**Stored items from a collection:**
══════════════════════════════
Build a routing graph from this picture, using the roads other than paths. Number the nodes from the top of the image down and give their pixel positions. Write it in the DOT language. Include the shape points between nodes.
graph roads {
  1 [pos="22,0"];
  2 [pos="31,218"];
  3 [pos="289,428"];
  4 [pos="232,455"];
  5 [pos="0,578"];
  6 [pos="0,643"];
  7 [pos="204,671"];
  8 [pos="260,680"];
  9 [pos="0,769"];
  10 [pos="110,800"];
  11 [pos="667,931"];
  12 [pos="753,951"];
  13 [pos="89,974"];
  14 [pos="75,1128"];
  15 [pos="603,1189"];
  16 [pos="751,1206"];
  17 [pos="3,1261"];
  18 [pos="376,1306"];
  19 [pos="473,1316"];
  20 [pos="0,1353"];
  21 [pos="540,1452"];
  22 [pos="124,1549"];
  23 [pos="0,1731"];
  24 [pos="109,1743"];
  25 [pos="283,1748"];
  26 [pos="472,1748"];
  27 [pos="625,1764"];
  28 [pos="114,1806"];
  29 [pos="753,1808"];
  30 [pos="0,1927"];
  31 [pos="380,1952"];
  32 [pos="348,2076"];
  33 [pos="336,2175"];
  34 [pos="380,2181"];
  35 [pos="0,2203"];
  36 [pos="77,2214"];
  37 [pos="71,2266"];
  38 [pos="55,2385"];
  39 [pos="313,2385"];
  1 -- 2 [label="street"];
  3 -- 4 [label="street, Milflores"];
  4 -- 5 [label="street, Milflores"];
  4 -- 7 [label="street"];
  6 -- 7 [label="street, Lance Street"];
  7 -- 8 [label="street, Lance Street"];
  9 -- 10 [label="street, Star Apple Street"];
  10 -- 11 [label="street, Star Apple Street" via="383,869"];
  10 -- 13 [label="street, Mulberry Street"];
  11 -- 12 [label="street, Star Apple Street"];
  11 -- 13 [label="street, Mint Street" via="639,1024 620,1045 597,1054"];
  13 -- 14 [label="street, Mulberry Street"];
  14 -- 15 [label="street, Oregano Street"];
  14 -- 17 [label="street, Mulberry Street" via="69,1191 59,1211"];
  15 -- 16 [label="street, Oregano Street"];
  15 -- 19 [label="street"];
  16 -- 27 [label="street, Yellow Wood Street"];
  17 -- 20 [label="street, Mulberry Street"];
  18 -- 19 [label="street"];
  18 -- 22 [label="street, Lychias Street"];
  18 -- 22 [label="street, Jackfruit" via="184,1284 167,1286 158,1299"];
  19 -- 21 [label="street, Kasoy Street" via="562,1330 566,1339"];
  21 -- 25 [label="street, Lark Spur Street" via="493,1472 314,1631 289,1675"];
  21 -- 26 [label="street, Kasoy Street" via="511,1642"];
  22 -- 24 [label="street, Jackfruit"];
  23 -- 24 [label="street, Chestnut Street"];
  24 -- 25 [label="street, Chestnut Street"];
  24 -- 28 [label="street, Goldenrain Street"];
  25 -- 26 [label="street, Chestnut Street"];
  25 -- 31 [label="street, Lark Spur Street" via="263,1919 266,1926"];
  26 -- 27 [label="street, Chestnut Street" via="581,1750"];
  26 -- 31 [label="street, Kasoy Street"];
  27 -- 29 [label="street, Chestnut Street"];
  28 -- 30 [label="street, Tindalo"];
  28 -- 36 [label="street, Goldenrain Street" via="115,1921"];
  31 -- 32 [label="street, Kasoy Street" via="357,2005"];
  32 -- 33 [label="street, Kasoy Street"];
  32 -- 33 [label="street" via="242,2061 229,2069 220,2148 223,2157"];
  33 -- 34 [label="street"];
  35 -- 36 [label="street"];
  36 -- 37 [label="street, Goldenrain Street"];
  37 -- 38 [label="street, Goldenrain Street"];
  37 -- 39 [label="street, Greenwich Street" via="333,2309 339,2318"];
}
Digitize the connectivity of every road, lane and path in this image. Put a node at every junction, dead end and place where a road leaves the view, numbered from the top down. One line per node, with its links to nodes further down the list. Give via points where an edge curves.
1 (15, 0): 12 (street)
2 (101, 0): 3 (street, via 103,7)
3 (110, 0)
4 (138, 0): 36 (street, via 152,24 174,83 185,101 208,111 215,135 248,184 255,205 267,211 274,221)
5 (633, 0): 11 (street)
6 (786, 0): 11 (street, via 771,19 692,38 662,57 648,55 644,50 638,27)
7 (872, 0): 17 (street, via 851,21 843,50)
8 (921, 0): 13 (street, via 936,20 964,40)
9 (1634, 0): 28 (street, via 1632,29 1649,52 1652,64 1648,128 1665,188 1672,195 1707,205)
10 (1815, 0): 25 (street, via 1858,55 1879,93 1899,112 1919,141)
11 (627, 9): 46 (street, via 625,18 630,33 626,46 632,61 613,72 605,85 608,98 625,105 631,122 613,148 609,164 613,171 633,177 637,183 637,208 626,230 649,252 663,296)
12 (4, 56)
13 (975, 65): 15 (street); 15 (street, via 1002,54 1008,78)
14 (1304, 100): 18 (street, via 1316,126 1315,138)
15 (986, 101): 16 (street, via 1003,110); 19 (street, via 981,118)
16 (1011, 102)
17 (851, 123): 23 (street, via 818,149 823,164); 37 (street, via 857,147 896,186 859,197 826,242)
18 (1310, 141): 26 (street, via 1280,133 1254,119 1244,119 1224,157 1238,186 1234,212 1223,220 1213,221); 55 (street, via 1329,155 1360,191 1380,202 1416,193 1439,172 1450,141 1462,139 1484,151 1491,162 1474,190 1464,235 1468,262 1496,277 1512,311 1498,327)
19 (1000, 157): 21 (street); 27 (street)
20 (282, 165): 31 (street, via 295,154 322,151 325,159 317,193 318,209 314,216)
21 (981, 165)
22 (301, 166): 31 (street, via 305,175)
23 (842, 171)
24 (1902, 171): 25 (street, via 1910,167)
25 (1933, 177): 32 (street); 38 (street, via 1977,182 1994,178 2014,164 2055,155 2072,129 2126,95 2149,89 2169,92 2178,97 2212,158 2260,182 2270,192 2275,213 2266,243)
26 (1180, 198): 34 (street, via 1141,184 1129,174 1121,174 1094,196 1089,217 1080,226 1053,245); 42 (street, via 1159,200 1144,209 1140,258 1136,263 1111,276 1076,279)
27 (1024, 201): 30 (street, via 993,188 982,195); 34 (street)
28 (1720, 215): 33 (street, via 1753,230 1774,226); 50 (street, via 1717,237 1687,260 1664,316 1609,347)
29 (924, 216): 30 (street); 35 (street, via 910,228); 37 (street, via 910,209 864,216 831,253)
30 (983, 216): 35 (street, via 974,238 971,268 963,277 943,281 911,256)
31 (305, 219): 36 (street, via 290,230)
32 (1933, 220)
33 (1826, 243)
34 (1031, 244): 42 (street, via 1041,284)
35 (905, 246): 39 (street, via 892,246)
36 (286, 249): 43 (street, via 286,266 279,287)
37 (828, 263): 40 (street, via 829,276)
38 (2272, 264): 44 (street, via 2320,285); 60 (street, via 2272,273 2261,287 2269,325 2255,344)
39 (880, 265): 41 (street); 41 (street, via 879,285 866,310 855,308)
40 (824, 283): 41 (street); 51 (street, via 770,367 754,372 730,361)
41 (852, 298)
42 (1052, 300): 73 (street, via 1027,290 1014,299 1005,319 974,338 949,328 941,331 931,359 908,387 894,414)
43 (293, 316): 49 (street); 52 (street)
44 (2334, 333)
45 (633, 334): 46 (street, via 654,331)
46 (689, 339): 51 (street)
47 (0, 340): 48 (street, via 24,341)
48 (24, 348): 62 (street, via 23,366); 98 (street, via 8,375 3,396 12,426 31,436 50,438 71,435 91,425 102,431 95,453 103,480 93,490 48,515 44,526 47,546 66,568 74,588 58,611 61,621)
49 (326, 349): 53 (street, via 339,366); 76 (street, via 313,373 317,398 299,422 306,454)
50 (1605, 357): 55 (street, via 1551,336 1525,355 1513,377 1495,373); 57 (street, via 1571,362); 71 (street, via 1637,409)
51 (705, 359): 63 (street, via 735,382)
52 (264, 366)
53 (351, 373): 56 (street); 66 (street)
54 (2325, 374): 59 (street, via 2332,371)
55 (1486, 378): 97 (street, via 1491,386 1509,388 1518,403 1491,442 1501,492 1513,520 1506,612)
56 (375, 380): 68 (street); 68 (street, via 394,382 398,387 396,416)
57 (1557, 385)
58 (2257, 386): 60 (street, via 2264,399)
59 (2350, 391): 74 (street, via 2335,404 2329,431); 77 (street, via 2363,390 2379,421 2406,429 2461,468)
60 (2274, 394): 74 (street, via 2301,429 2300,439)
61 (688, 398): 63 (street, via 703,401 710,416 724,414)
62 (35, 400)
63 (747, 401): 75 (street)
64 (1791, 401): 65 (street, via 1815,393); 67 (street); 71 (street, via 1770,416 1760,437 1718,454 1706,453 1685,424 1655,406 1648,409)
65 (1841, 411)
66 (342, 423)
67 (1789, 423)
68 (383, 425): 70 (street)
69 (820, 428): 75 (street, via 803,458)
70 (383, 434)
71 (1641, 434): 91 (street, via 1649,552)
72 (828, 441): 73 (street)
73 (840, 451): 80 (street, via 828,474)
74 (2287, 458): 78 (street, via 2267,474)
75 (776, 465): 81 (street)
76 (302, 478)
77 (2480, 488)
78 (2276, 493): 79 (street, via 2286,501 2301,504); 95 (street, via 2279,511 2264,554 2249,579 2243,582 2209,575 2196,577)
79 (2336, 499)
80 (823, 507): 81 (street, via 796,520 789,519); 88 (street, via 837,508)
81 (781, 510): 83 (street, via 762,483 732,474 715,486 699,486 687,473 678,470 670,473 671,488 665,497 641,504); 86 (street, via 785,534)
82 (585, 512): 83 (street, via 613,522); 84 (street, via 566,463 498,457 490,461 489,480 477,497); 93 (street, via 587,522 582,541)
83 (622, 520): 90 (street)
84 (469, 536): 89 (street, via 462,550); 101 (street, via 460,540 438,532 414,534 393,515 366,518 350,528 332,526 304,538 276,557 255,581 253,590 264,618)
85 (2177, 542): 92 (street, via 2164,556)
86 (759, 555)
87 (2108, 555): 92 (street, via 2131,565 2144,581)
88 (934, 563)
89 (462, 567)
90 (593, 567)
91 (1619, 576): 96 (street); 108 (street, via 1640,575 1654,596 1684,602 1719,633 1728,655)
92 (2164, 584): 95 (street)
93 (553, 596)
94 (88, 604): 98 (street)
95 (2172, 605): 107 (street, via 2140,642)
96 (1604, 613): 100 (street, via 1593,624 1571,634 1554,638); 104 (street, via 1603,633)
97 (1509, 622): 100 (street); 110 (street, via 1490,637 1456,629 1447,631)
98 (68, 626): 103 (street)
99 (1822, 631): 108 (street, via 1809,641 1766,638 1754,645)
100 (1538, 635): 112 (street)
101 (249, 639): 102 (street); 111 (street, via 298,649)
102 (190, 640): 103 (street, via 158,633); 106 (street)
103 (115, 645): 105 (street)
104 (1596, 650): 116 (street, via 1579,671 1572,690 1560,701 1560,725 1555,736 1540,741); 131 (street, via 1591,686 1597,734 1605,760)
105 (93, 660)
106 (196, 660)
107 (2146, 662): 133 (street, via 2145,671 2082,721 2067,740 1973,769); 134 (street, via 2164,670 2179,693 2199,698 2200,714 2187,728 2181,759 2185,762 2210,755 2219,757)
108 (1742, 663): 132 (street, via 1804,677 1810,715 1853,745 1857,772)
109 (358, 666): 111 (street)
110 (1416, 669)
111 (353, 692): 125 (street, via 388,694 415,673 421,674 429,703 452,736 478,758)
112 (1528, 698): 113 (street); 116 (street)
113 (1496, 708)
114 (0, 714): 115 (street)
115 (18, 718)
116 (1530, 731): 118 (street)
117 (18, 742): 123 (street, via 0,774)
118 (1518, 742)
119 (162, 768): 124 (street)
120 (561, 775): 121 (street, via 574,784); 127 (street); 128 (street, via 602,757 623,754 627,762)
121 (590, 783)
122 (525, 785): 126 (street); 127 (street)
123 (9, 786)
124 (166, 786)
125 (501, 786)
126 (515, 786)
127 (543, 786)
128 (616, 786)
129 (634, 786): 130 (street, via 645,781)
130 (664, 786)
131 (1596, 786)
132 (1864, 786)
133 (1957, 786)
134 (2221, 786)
══════════════════════════════
**WHAT THE TASK REQUIRES:**
Where a line in the records above contains the word "Apple", copy that line.

**WRITTEN RESPONSE:**
  9 -- 10 [label="street, Star Apple Street"];
  10 -- 11 [label="street, Star Apple Street" via="383,869"];
  11 -- 12 [label="street, Star Apple Street"];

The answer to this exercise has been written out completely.